▶ **Dataset**

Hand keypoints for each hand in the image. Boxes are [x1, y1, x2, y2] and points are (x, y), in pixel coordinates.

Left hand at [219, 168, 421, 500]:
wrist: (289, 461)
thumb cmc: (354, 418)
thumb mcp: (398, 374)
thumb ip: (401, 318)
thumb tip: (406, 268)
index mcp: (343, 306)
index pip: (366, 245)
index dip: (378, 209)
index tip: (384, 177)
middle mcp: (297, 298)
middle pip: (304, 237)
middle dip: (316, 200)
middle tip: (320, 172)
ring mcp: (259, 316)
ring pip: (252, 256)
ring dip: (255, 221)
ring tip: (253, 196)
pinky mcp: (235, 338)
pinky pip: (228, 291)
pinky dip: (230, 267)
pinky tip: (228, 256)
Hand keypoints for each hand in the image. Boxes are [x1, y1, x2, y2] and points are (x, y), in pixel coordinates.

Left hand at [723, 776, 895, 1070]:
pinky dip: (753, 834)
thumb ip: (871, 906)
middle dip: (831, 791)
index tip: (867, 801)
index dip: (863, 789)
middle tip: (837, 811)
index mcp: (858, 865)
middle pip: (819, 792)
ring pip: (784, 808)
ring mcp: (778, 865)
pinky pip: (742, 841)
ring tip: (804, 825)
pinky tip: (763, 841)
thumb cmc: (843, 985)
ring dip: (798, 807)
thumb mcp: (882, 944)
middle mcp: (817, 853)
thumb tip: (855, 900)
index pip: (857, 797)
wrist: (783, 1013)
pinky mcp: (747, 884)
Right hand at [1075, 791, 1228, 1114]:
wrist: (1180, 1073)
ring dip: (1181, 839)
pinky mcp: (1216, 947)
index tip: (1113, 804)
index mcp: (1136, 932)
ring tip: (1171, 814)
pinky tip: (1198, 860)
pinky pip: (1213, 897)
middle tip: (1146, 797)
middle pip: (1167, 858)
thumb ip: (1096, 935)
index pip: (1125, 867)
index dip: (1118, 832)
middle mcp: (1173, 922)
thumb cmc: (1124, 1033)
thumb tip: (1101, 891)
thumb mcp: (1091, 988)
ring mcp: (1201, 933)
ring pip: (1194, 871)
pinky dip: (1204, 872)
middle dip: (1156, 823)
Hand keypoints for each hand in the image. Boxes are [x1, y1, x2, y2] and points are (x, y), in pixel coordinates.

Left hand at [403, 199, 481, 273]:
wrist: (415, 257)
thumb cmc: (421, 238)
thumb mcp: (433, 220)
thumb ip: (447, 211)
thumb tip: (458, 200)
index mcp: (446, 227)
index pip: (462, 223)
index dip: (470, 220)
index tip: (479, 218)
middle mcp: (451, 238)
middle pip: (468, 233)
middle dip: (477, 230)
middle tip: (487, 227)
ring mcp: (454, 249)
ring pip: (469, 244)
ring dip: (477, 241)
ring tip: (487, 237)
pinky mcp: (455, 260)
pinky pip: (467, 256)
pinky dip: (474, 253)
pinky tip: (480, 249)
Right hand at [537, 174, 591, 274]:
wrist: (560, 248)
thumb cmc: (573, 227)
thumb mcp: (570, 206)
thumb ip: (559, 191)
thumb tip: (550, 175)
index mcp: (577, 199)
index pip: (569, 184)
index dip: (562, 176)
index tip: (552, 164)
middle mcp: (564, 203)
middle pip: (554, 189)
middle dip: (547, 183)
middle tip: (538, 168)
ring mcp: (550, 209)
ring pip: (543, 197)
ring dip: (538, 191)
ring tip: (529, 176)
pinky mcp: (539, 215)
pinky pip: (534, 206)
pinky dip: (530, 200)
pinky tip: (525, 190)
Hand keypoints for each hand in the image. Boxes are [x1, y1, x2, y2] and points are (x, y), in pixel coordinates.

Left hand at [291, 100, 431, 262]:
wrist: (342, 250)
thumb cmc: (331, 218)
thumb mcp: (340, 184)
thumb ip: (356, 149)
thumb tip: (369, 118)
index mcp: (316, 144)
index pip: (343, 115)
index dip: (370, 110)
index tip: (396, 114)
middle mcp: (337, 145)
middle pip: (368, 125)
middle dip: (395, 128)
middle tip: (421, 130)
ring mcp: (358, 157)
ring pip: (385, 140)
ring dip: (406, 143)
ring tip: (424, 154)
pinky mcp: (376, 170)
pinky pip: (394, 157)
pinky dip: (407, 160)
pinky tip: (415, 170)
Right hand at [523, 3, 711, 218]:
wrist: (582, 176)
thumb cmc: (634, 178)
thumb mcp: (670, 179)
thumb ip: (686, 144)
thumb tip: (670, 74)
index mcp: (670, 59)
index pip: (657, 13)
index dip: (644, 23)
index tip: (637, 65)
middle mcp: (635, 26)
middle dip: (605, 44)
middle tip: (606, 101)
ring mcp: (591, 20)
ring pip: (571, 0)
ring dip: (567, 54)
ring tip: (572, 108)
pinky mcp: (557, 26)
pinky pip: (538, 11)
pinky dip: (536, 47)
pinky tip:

▶ **Directions**
Look through the entries above, and wherever a line holds the word "Right", copy it.

▶ **Problem solution**
Right hand at [1075, 791, 1228, 1114]:
Right hand at [537, 174, 591, 274]:
Right hand at [523, 3, 711, 218]:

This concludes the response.